Outra barreira identificada pelas pesquisadoras é o fato de que boa parte das contratações no País são feitas por indicação, e não por processo seletivo. Segundo o levantamento, 46% das mulheres negras ingressaram no seu trabalho atual por processo seletivo, contra 26% que entraram por indicação e 27% que entraram de outras formas. Como os brancos são hoje maioria no mercado de trabalho formal – e pessoas brancas tendem a ter mais outras pessoas brancas entre seus conhecidos –, o mecanismo de indicação acaba perpetuando a desigualdade.

As outras duas barreiras identificadas pelas pesquisadoras são políticas de diversidade genéricas adotadas pelas empresas e o medo das corporações de errar ao adotar ações de inclusão, que leva a uma paralisia. “As empresas estabelecem metas de diversidade pelo que é mais fácil: equidade de gênero, paridade salarial. Mas isso acaba favorecendo as mulheres brancas”, diz Malu. “As empresas visam incluir, mas não olham para as mulheres negras considerando suas particularidades. Todas as diversidades são colocadas dentro de uma mesma meta.”

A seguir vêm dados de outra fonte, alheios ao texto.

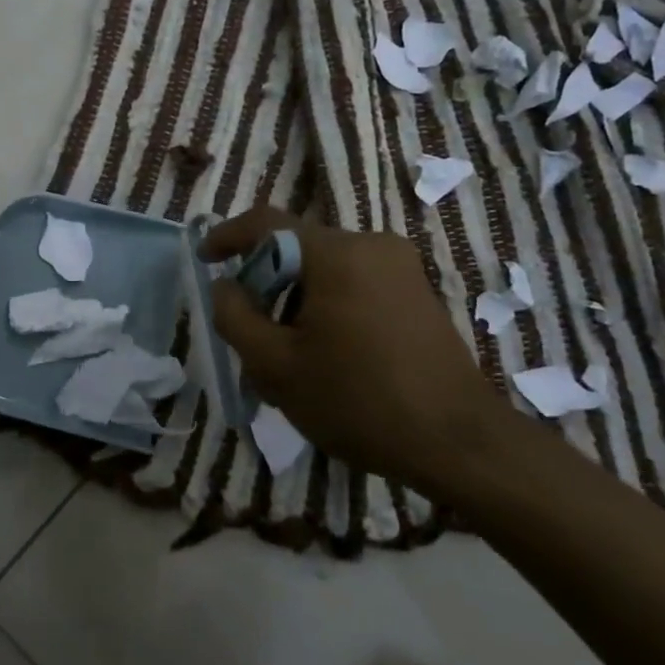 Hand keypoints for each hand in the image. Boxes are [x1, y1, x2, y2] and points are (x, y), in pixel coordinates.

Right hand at [203, 208, 518, 500]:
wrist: (458, 442)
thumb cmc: (359, 402)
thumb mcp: (277, 368)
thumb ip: (236, 318)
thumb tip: (225, 286)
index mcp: (336, 254)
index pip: (267, 222)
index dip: (228, 235)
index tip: (205, 258)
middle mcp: (371, 245)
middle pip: (298, 249)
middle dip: (266, 285)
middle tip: (250, 333)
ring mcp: (401, 267)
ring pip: (327, 270)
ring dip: (297, 301)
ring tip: (290, 357)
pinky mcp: (418, 291)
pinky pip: (356, 284)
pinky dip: (329, 306)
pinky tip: (329, 356) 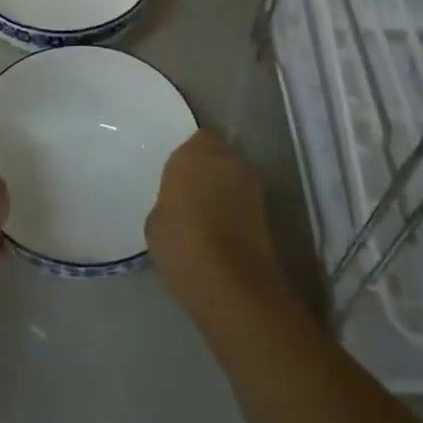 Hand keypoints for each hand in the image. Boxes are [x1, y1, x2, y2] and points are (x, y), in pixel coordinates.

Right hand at [146, 129, 289, 319]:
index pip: (196, 138)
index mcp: (194, 154)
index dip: (189, 154)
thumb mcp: (156, 221)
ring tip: (207, 211)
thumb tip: (179, 203)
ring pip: (234, 174)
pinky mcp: (266, 210)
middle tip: (191, 189)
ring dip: (224, 186)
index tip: (178, 173)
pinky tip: (221, 227)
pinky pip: (244, 198)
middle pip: (219, 152)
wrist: (231, 284)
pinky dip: (235, 207)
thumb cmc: (182, 245)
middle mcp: (226, 159)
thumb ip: (169, 200)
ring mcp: (251, 184)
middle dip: (208, 166) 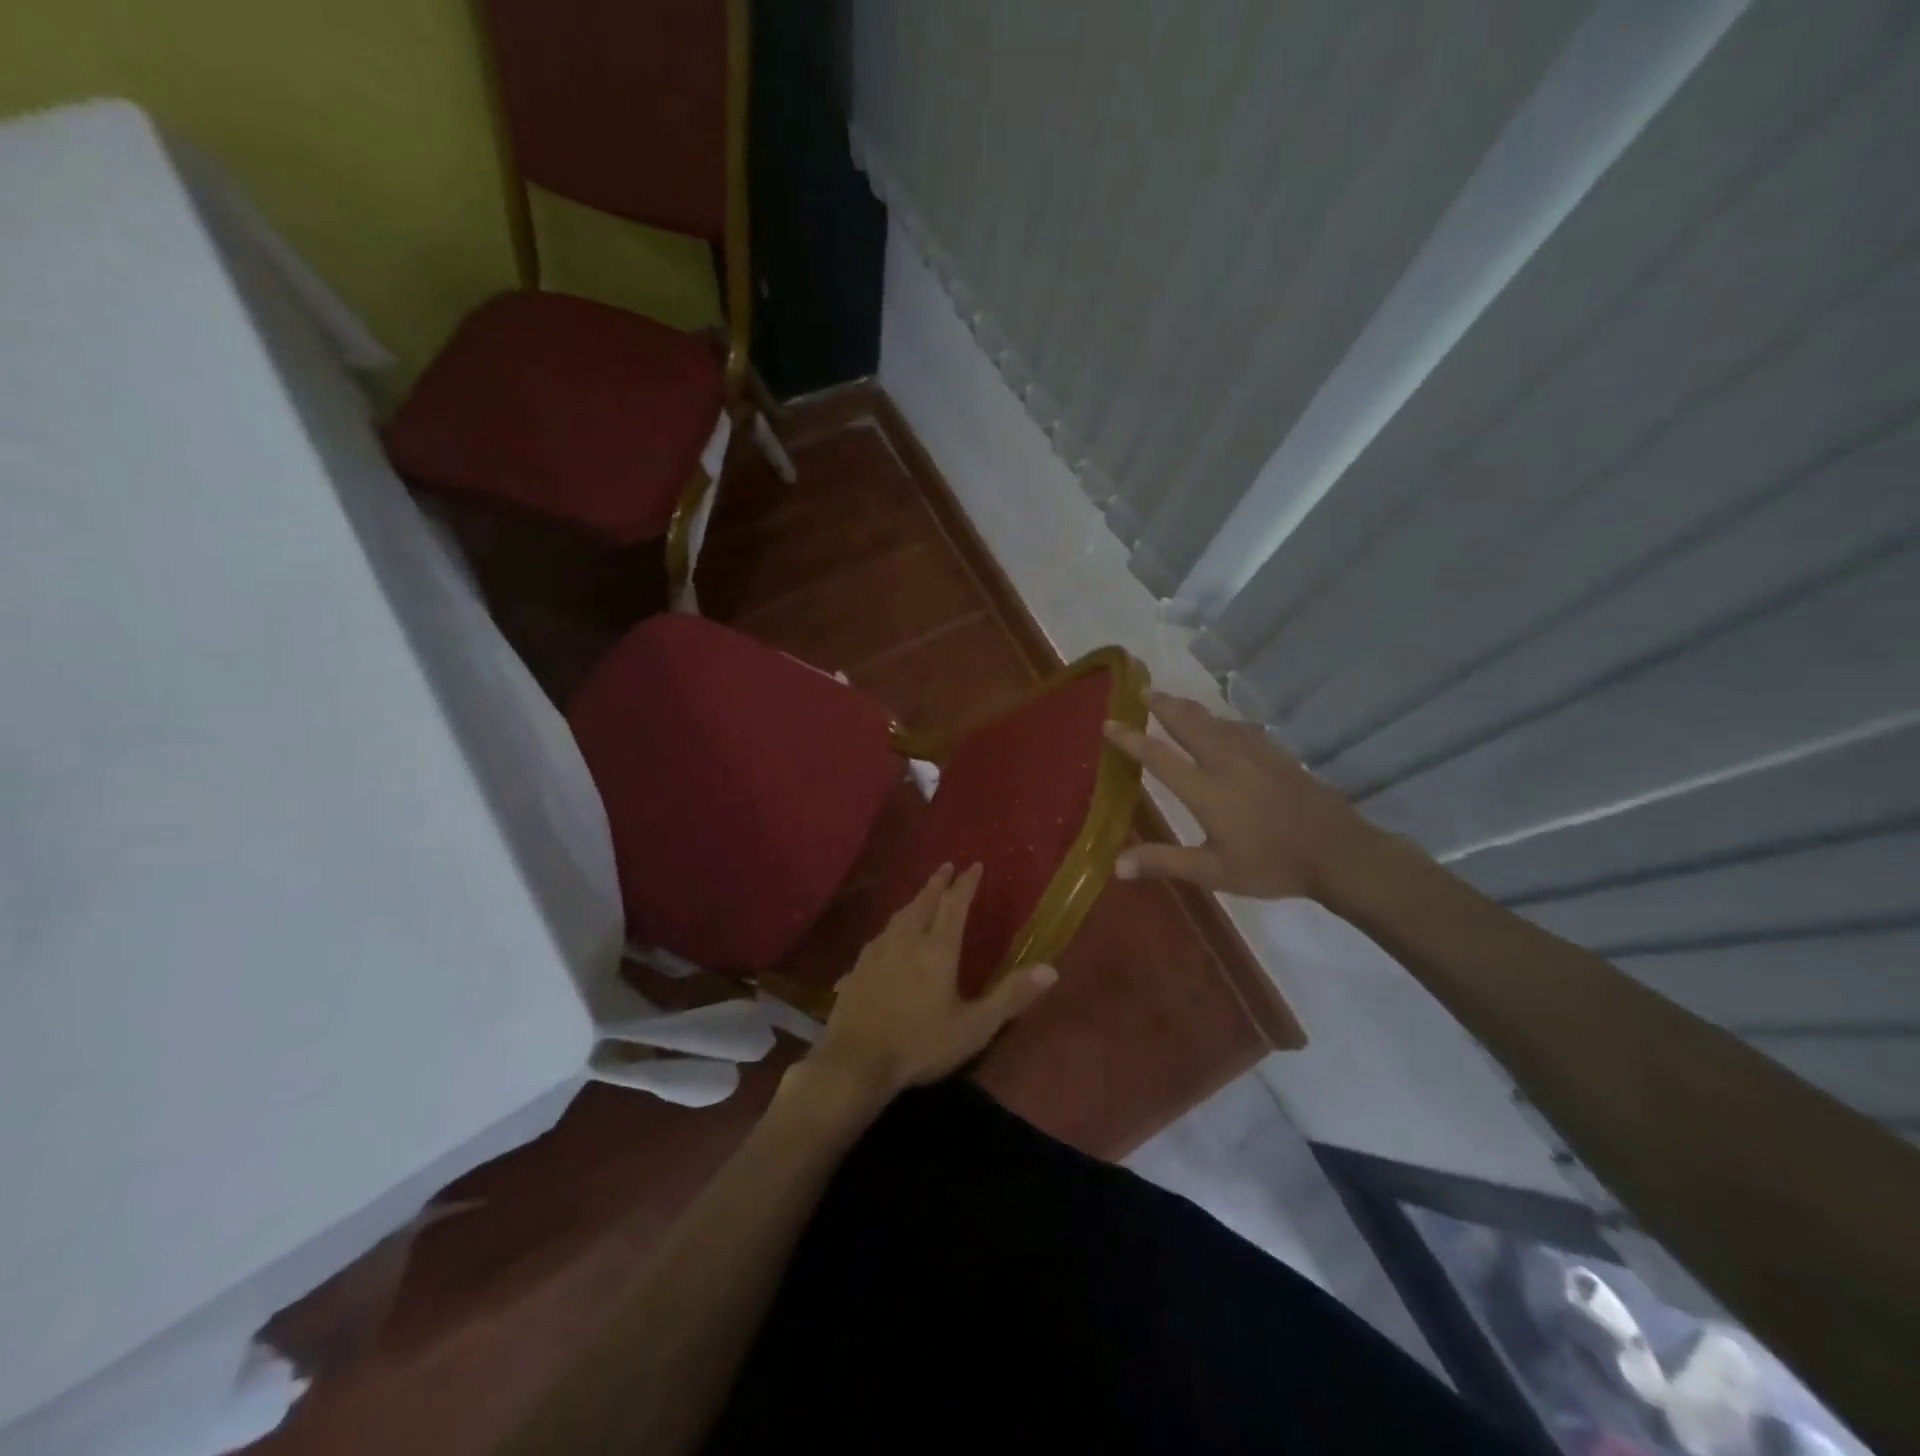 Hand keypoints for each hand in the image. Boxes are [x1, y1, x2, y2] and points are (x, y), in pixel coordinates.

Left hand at [805, 863, 1056, 1102]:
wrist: (855, 1062)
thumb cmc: (920, 1045)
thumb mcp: (974, 1027)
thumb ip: (1010, 997)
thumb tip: (1050, 969)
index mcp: (937, 950)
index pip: (954, 905)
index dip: (966, 884)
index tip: (975, 866)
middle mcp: (905, 941)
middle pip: (923, 902)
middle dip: (937, 883)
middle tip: (946, 867)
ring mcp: (876, 953)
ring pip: (898, 917)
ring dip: (914, 902)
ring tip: (922, 898)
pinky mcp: (856, 969)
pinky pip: (878, 939)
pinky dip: (891, 930)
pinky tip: (888, 940)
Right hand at [1103, 693, 1378, 900]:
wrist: (1336, 851)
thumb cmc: (1270, 864)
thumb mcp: (1213, 871)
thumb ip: (1164, 862)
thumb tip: (1115, 865)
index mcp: (1205, 789)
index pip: (1158, 756)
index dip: (1130, 738)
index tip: (1109, 722)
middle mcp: (1225, 762)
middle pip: (1187, 724)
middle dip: (1162, 706)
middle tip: (1142, 690)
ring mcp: (1254, 754)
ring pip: (1214, 721)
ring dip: (1189, 708)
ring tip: (1173, 700)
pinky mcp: (1277, 754)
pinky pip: (1241, 728)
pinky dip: (1222, 720)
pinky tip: (1223, 723) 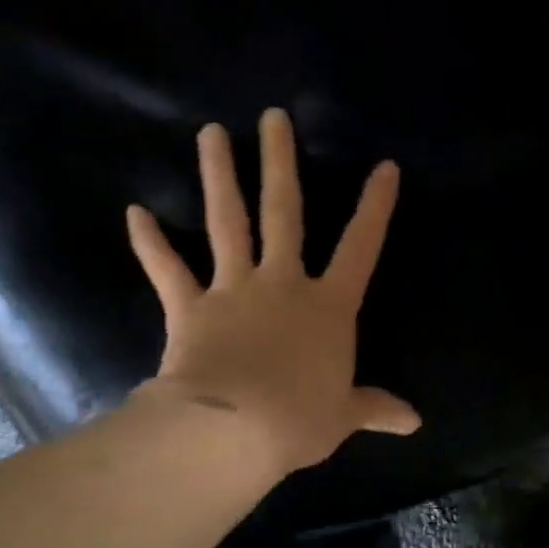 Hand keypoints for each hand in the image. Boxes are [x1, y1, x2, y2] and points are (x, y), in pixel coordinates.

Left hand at [125, 109, 420, 477]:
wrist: (234, 430)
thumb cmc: (299, 420)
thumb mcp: (343, 416)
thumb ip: (375, 408)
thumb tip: (414, 422)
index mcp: (328, 307)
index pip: (360, 248)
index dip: (375, 208)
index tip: (384, 167)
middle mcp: (282, 284)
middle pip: (283, 212)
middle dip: (280, 162)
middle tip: (272, 117)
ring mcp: (233, 290)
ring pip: (227, 222)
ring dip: (219, 176)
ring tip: (210, 133)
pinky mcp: (190, 307)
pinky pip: (167, 269)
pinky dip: (150, 242)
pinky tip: (134, 212) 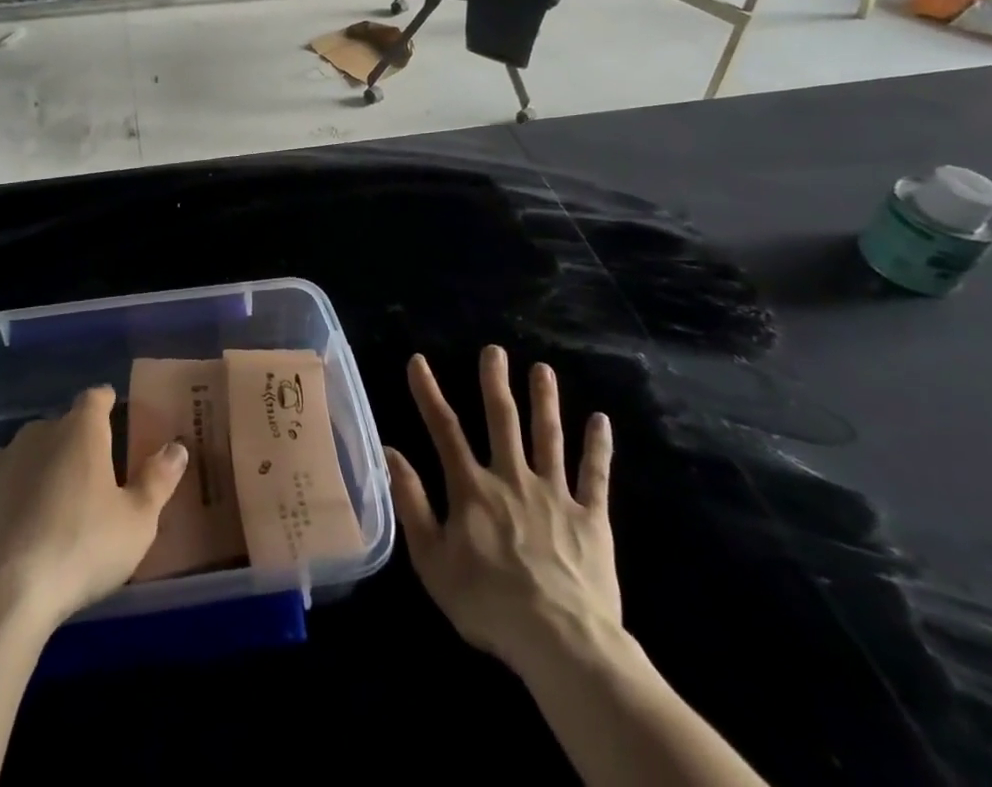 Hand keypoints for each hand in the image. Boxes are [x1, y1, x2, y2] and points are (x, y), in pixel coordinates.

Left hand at [0, 385, 188, 631]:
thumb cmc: (80, 548)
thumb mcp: (137, 522)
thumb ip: (158, 480)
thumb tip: (177, 447)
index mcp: (80, 430)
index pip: (95, 398)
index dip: (106, 403)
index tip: (115, 414)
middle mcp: (38, 433)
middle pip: (62, 426)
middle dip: (76, 443)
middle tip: (93, 476)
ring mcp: (0, 463)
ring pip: (29, 454)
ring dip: (43, 469)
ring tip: (56, 505)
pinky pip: (2, 486)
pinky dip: (13, 498)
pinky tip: (21, 531)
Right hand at [385, 348, 619, 679]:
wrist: (562, 642)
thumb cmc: (488, 604)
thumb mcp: (432, 560)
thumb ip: (411, 503)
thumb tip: (389, 452)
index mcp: (473, 488)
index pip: (444, 430)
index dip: (428, 393)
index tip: (419, 361)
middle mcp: (512, 478)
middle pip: (502, 420)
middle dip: (495, 382)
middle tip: (495, 350)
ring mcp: (555, 494)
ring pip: (548, 436)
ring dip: (545, 400)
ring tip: (543, 369)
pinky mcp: (591, 517)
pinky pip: (595, 475)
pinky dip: (598, 446)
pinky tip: (602, 420) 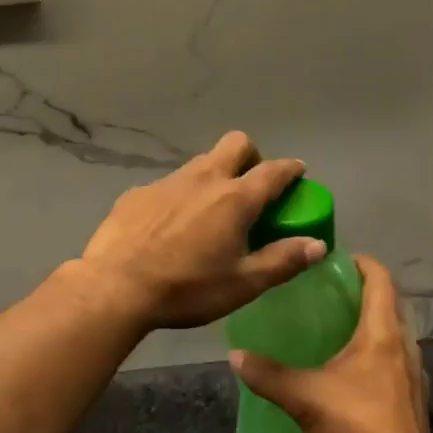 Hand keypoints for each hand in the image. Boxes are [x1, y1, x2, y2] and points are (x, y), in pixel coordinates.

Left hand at [77, 131, 326, 330]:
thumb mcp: (243, 284)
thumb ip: (283, 261)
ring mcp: (167, 182)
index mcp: (235, 199)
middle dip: (251, 156)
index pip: (273, 171)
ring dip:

Para as pesquisadoras, a diversidade só traz vantagens às empresas, como o ganho de reputação entre consumidores, melhora de performance e ganhos de inovação, a partir das perspectivas plurais de um time de funcionários mais variado. “Nunca vimos tanto quanto agora a empresa ser definida pelas suas ações feitas da porta para dentro. Essa pressão social fez com que essa pauta deixasse de ser apenas uma premissa, para se tornar um diferencial”, conclui Malu.